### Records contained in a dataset
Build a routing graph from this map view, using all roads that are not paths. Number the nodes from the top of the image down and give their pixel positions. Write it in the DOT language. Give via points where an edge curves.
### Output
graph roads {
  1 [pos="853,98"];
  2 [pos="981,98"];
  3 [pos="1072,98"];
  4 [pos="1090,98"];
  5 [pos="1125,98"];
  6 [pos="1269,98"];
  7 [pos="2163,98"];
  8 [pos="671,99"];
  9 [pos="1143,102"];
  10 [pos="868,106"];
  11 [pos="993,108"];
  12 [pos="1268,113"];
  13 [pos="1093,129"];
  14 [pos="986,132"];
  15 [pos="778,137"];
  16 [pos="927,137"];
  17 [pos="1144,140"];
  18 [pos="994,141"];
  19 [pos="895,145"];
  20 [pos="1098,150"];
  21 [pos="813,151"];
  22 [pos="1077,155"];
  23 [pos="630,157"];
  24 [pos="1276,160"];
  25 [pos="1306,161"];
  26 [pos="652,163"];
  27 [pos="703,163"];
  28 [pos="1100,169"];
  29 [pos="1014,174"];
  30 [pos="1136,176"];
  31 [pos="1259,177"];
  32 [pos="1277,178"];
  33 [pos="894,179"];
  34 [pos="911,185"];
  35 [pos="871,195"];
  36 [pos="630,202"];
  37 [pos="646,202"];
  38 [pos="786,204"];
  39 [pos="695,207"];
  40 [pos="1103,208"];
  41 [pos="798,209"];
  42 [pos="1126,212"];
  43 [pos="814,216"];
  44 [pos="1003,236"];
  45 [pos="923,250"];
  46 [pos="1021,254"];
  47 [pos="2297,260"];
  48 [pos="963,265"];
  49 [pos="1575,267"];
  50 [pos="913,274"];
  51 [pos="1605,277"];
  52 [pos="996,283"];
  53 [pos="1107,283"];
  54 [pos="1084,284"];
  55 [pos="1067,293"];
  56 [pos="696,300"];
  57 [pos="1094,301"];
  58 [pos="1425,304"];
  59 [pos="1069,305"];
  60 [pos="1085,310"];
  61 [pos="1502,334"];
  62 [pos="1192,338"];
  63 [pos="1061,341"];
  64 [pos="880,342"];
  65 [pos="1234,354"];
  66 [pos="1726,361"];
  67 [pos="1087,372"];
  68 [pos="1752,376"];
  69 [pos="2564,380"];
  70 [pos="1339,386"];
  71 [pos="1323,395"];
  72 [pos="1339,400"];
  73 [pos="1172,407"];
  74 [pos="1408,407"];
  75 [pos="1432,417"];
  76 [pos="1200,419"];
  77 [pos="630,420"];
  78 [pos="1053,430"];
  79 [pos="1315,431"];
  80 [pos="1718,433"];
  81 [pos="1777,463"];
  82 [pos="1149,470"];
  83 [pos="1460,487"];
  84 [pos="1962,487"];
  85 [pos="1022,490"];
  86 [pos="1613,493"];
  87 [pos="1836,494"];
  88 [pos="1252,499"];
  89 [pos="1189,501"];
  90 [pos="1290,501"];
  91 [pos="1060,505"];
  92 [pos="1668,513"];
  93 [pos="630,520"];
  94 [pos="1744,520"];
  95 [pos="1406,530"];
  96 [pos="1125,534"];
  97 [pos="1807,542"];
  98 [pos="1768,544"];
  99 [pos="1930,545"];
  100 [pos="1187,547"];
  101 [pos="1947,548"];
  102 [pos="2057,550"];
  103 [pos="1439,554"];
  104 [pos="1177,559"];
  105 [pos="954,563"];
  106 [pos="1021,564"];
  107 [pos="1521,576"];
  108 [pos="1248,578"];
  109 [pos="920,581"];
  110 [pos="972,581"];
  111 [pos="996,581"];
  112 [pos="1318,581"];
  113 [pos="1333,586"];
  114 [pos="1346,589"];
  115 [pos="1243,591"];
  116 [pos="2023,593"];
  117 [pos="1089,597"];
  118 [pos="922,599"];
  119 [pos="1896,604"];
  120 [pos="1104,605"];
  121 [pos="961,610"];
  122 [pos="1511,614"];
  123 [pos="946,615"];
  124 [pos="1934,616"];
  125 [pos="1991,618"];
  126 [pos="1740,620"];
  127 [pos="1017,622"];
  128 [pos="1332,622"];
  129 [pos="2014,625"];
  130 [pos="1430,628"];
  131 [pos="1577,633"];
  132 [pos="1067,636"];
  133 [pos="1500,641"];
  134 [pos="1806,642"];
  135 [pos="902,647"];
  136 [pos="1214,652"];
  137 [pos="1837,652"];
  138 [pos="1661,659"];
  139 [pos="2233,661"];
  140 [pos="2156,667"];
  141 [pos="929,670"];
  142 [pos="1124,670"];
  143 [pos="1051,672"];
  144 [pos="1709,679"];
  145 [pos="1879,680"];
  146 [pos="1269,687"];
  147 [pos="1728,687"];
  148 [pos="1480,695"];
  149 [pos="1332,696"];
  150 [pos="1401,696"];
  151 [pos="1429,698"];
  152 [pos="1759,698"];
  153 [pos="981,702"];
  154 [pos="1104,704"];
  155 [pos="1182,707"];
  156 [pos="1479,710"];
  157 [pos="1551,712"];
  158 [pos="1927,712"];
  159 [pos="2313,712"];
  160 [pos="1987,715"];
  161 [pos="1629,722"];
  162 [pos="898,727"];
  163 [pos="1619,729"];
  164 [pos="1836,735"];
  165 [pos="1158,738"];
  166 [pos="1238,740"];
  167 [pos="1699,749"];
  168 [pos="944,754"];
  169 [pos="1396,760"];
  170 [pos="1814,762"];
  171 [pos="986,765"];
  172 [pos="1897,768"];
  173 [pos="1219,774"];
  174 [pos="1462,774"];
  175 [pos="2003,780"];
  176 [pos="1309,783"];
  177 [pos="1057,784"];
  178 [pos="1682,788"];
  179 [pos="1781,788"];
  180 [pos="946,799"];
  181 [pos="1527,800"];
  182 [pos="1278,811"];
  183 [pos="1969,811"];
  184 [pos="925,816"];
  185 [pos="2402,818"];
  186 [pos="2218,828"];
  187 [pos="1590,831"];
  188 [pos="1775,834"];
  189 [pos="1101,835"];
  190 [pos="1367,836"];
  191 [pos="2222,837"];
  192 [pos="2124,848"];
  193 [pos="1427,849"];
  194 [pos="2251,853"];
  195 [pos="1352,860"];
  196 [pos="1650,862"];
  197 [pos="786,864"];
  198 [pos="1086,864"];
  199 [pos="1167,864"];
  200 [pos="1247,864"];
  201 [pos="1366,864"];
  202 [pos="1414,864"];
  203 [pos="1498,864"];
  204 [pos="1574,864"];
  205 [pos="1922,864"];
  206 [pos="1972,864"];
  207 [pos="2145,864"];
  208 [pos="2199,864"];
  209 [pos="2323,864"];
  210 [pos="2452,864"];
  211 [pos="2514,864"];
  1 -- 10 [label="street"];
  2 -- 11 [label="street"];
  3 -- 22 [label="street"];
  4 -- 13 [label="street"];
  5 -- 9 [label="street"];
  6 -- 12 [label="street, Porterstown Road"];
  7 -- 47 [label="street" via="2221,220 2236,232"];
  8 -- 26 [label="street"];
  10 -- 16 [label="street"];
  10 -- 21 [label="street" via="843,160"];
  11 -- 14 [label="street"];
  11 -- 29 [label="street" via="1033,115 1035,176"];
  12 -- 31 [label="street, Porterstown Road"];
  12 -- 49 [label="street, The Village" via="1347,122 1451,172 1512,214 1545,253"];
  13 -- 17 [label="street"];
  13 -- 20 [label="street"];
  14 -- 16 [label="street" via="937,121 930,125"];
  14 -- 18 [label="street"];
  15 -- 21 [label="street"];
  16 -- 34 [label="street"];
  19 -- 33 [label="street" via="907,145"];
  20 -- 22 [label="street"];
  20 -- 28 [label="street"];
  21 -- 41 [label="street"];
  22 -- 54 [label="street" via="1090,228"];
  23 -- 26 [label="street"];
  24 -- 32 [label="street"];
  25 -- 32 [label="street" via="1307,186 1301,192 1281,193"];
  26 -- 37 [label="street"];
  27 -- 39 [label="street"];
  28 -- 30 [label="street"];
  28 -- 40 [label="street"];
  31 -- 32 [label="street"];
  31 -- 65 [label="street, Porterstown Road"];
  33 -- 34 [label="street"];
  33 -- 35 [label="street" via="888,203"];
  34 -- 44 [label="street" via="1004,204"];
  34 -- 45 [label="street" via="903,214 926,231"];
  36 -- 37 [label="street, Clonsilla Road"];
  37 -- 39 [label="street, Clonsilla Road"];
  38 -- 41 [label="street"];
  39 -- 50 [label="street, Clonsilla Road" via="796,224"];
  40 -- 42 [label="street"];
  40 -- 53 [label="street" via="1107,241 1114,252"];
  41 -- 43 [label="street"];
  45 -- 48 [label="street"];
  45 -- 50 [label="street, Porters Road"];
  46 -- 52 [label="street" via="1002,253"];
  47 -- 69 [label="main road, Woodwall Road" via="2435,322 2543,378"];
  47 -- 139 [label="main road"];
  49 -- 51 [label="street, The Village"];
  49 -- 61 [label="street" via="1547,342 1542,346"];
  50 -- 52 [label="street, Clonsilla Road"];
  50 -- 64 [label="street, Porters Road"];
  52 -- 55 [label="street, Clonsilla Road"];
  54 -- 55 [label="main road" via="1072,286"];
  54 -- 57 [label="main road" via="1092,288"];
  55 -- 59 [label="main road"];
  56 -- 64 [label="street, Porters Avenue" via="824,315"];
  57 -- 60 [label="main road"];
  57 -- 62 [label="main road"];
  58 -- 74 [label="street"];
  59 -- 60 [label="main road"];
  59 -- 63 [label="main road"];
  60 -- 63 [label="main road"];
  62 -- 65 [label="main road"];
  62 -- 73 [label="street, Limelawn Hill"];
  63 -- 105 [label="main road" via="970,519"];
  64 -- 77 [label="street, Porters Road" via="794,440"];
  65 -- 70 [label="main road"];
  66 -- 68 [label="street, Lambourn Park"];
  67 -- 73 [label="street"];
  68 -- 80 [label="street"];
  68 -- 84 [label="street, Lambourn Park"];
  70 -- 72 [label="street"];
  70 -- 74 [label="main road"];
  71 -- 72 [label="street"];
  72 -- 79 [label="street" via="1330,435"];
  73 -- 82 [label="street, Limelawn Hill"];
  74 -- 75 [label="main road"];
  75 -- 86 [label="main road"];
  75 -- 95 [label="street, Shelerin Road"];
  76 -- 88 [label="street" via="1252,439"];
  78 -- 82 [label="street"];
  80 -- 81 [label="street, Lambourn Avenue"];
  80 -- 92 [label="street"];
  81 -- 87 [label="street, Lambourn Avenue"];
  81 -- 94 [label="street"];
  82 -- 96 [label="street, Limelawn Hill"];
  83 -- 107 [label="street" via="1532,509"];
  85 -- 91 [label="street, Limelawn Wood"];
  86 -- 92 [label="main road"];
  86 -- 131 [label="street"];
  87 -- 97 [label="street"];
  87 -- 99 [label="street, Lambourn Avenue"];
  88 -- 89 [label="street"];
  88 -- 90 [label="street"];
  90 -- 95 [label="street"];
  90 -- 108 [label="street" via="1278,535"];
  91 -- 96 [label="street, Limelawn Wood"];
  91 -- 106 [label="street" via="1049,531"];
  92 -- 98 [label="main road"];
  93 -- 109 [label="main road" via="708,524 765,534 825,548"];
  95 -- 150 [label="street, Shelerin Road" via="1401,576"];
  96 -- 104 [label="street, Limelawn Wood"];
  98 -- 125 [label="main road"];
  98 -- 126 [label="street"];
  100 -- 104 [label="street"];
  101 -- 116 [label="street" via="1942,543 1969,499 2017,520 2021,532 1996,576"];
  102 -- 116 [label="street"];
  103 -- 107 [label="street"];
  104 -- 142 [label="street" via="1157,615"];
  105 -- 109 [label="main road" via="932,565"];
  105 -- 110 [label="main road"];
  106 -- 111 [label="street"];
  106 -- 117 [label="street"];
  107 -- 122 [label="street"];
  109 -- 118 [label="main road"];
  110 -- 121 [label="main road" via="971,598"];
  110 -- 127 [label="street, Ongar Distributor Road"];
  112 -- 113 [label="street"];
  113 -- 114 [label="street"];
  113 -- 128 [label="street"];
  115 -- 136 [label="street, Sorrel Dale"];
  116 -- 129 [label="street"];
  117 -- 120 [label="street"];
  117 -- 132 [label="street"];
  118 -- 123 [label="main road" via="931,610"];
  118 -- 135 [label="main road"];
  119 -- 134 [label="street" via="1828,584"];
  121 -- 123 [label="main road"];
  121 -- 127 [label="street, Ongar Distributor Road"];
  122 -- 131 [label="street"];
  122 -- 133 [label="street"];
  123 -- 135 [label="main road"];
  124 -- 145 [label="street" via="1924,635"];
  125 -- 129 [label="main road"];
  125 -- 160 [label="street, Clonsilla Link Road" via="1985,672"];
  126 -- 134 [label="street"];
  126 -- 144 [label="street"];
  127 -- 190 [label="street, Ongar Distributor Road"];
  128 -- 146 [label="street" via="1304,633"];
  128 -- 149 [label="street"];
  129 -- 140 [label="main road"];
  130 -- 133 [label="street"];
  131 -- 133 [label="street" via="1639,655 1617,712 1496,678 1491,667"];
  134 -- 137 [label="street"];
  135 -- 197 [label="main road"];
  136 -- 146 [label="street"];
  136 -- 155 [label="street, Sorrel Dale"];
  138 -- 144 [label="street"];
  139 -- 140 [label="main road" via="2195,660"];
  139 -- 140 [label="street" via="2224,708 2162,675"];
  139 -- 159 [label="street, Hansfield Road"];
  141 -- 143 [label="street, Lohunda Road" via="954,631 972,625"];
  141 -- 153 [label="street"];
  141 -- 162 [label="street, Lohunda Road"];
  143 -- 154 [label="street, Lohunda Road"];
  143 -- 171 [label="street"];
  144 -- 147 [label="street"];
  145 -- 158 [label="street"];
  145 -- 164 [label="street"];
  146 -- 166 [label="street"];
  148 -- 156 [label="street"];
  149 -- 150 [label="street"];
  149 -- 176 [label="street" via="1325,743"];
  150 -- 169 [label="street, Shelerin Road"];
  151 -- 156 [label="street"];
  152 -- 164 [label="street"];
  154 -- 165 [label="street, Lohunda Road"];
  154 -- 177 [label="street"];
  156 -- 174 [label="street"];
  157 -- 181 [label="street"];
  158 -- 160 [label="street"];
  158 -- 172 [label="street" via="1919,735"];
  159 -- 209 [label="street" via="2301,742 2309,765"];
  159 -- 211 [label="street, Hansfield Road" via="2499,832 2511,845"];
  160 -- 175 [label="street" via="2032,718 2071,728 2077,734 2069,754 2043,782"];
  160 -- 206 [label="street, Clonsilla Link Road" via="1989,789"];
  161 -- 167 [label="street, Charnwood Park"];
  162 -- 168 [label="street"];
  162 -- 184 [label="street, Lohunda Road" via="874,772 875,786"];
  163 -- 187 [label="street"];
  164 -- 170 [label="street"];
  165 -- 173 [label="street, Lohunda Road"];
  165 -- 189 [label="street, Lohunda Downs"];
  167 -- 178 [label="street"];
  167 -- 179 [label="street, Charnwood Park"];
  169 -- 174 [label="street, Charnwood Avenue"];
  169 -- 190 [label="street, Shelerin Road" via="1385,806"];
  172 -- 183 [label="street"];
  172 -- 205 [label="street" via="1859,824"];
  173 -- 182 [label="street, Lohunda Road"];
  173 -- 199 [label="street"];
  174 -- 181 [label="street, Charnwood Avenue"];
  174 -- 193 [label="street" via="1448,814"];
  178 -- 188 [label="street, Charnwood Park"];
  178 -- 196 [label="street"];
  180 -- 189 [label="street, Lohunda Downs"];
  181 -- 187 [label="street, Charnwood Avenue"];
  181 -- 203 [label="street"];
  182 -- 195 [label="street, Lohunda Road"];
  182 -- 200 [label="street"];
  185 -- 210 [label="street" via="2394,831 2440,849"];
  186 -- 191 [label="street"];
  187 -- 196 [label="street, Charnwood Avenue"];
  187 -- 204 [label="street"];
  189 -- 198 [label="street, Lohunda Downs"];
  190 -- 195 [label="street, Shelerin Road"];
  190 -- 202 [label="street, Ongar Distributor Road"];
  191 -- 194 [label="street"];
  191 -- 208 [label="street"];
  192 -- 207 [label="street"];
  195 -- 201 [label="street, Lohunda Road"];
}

### Instructions for the task
From the records above, copy every line that holds the word "Link".

### Exercise response
  125 -- 160 [label="street, Clonsilla Link Road" via="1985,672"];
  160 -- 206 [label="street, Clonsilla Link Road" via="1989,789"];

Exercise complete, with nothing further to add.